Building Safety Act 2022: Additional protections for leaseholders

Author
Charlotte Curtis
Charlotte Curtis

The leaseholder protections in the Building Safety Act 2022 (“the Act”) came into force on 28 June 2022, introducing significant changes to the rights and protections available to those affected by building safety defects.

In accordance with the Act, qualifying leaseholders are not required to pay anything towards the removal of dangerous cladding from their buildings.

A cap has also been imposed on the amount that qualifying leaseholders can be asked to pay towards fixing other historical building safety defects. Landlords can only seek to recover these costs if they can provide a formal legal certificate or show that the costs sought do not relate to the works covered by the Act. However, the costs cannot be passed on to leaseholders if they are in any way linked to the building’s developer.

Qualifying leaseholders

A leaseholder is a qualifying leaseholder, and therefore granted the above protections by the Act, if their property is in a building above 11 metres or five storeys and, on 14 February 2022:

  • the property was the leaseholder’s main home, or
  • the leaseholder owned no more than three UK residential properties

A leaseholder shall also be a qualifying leaseholder if they bought their property since 14 February 2022, provided that the criteria above were true for the property on that date.

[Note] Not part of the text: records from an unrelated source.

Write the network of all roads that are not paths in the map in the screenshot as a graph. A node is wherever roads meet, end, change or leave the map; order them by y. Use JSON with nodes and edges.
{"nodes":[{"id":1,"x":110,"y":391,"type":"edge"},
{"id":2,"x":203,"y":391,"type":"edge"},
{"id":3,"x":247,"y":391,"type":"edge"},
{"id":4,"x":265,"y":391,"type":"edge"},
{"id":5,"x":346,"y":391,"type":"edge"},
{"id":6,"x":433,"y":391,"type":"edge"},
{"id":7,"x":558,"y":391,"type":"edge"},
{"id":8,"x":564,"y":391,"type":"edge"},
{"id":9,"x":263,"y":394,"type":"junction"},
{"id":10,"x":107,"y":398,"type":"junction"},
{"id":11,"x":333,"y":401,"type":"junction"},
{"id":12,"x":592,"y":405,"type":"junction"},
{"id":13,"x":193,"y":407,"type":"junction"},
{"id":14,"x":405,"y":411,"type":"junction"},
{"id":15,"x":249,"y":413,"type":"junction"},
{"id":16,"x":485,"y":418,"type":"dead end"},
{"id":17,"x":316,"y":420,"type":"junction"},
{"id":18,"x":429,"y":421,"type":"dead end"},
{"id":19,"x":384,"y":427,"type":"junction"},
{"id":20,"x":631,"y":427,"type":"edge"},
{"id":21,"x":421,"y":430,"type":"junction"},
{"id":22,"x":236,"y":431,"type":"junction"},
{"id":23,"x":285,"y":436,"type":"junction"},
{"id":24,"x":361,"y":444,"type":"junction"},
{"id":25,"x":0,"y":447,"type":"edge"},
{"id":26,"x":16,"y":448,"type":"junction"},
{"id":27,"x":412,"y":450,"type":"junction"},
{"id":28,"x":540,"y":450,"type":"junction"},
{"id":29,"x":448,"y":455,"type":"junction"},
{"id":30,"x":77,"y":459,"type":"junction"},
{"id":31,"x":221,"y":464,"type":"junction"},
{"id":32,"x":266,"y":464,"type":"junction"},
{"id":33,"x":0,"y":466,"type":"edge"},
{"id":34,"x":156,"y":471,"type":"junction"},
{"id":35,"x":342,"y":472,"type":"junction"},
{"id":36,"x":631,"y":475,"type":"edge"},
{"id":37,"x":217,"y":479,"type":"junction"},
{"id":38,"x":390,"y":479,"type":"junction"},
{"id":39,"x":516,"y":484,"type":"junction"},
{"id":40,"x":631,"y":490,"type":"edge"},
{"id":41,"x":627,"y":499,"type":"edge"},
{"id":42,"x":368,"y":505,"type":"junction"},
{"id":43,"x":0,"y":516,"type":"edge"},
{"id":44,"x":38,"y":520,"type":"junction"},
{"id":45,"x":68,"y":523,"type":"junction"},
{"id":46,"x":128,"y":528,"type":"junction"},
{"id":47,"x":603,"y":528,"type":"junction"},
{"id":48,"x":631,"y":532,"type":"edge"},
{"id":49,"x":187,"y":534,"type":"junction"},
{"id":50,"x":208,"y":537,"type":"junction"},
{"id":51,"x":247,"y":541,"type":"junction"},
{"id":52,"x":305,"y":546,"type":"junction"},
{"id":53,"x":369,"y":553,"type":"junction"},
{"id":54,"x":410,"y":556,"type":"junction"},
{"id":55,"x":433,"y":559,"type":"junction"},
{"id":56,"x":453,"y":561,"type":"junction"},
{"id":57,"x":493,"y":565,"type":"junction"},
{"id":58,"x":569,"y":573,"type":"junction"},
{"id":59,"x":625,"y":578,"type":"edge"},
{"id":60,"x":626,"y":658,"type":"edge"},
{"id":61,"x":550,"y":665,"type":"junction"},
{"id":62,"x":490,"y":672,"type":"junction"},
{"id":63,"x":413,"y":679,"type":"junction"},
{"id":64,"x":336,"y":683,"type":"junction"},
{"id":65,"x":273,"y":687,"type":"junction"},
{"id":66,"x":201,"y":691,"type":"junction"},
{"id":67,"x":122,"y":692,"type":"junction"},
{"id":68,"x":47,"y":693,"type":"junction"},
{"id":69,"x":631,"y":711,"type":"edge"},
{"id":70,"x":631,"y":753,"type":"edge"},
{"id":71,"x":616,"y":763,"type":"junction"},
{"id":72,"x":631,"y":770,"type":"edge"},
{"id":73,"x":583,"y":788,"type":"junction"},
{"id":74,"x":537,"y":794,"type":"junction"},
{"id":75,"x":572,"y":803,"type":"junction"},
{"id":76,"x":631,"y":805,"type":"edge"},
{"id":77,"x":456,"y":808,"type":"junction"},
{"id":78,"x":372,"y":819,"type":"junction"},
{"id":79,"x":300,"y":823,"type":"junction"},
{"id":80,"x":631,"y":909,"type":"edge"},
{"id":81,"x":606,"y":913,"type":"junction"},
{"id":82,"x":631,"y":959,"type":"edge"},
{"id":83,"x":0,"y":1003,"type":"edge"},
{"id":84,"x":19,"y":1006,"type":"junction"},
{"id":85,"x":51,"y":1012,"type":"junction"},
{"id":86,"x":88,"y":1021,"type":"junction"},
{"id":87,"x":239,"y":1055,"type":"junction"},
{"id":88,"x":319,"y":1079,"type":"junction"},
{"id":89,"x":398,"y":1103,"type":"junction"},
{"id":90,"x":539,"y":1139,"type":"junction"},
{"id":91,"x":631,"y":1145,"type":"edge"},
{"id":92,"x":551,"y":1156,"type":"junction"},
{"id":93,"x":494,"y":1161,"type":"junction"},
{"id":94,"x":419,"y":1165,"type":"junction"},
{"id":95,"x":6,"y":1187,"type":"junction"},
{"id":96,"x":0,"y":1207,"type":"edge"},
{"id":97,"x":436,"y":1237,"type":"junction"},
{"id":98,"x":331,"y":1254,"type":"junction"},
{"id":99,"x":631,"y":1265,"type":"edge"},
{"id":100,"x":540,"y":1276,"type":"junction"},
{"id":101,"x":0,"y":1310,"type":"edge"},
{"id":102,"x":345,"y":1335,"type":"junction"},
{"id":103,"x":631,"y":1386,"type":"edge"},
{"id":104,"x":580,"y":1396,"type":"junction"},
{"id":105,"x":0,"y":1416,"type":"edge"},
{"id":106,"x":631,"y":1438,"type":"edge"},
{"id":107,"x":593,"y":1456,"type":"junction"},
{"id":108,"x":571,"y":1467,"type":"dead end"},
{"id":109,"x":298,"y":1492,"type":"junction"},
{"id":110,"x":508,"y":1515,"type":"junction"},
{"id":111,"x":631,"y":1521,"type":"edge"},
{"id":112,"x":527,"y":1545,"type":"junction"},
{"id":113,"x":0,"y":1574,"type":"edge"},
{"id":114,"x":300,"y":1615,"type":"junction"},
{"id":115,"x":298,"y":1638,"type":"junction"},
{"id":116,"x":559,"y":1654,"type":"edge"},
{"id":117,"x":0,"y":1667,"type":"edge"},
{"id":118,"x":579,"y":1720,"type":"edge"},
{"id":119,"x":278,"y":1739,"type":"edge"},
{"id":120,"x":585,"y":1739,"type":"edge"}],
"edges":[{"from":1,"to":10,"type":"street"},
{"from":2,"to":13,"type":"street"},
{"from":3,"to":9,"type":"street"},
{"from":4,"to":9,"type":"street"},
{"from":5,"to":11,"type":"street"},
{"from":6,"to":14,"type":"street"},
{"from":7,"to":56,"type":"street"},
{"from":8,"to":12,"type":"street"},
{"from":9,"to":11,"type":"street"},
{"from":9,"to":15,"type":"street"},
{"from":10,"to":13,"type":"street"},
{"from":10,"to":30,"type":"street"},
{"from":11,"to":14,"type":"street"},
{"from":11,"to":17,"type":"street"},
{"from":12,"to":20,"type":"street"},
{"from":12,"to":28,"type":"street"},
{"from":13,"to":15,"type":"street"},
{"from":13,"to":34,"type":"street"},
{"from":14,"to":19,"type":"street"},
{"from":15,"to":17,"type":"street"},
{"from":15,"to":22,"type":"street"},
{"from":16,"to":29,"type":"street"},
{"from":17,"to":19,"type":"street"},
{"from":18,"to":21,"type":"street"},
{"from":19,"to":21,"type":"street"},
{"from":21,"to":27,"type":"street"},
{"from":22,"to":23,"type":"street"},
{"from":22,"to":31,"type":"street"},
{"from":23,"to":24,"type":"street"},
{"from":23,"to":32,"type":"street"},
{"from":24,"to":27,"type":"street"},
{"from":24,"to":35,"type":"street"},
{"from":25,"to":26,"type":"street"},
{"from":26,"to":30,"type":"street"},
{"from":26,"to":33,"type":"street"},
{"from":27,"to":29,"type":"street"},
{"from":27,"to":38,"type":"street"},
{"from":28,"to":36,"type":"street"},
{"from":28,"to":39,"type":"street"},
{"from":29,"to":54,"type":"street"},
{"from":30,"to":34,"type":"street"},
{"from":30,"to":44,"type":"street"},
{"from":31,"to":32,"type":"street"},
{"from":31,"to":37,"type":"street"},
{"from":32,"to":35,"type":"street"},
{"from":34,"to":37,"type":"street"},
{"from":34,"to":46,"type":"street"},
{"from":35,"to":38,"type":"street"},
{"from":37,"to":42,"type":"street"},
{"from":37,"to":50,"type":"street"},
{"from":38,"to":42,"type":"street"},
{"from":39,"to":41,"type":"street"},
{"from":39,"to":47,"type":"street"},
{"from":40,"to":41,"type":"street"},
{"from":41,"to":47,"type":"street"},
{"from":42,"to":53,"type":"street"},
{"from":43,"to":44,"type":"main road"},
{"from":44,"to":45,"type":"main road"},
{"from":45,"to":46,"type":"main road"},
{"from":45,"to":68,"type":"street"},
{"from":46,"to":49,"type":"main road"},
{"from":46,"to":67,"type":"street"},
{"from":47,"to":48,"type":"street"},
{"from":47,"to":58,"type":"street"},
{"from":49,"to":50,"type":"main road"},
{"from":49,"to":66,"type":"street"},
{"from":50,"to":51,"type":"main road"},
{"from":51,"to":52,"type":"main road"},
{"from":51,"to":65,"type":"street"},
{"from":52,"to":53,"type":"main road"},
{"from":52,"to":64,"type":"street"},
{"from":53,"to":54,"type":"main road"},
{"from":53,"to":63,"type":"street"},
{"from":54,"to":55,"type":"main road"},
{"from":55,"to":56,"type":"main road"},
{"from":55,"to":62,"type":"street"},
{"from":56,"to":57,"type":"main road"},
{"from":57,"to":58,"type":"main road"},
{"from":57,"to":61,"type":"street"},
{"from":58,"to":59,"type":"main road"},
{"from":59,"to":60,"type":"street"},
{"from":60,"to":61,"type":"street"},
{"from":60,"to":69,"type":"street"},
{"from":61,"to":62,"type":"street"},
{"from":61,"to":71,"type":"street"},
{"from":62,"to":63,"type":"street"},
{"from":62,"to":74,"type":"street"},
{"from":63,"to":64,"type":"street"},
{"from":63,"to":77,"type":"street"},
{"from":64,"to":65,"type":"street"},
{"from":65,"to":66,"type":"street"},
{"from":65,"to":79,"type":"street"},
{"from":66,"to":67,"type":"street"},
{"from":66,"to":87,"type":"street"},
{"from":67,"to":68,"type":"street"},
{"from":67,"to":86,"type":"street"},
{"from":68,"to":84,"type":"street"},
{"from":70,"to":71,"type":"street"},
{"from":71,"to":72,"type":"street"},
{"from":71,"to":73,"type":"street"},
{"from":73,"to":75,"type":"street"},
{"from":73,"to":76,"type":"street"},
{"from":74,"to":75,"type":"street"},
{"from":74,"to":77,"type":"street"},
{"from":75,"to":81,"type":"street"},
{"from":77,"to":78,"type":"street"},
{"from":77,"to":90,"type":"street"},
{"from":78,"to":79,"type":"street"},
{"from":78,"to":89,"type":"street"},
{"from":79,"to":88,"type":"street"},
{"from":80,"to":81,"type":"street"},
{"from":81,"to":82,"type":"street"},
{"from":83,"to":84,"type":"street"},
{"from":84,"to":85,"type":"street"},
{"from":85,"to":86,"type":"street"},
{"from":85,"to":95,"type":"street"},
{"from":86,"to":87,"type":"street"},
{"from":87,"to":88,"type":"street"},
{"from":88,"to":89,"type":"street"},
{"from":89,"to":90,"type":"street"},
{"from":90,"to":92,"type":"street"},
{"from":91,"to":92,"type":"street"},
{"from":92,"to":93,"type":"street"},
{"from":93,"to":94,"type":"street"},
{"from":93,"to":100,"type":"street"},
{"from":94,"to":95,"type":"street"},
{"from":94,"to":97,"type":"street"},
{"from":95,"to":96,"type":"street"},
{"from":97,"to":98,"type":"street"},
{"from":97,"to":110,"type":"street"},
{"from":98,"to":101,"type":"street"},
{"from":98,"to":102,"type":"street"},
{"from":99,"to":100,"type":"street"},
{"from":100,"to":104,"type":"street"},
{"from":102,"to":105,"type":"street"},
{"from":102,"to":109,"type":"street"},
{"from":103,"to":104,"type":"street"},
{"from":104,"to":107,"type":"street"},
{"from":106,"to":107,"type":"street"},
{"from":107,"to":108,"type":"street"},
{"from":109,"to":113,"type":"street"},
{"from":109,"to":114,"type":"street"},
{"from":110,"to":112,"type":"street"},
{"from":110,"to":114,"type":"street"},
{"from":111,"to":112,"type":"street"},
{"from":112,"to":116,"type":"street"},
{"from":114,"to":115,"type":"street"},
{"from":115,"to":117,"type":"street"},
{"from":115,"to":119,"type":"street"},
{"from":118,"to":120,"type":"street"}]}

The government is planning to introduce a scheme that will protect non-qualifying leaseholders from remediation costs in circumstances where remediation is required. However, such a scheme is not yet in place and, if a non-qualifying leaseholder is asked to pay towards remediation costs, they should first check if the developer of the building has signed the Building Safety Pledge. If they have, the developer will pay to fix all life-critical fire safety defects.

What should qualifying leaseholders do now?

Any existing invoices are invalid. This means that any landlord or agent who seeks to enforce the invoice risks committing a criminal offence.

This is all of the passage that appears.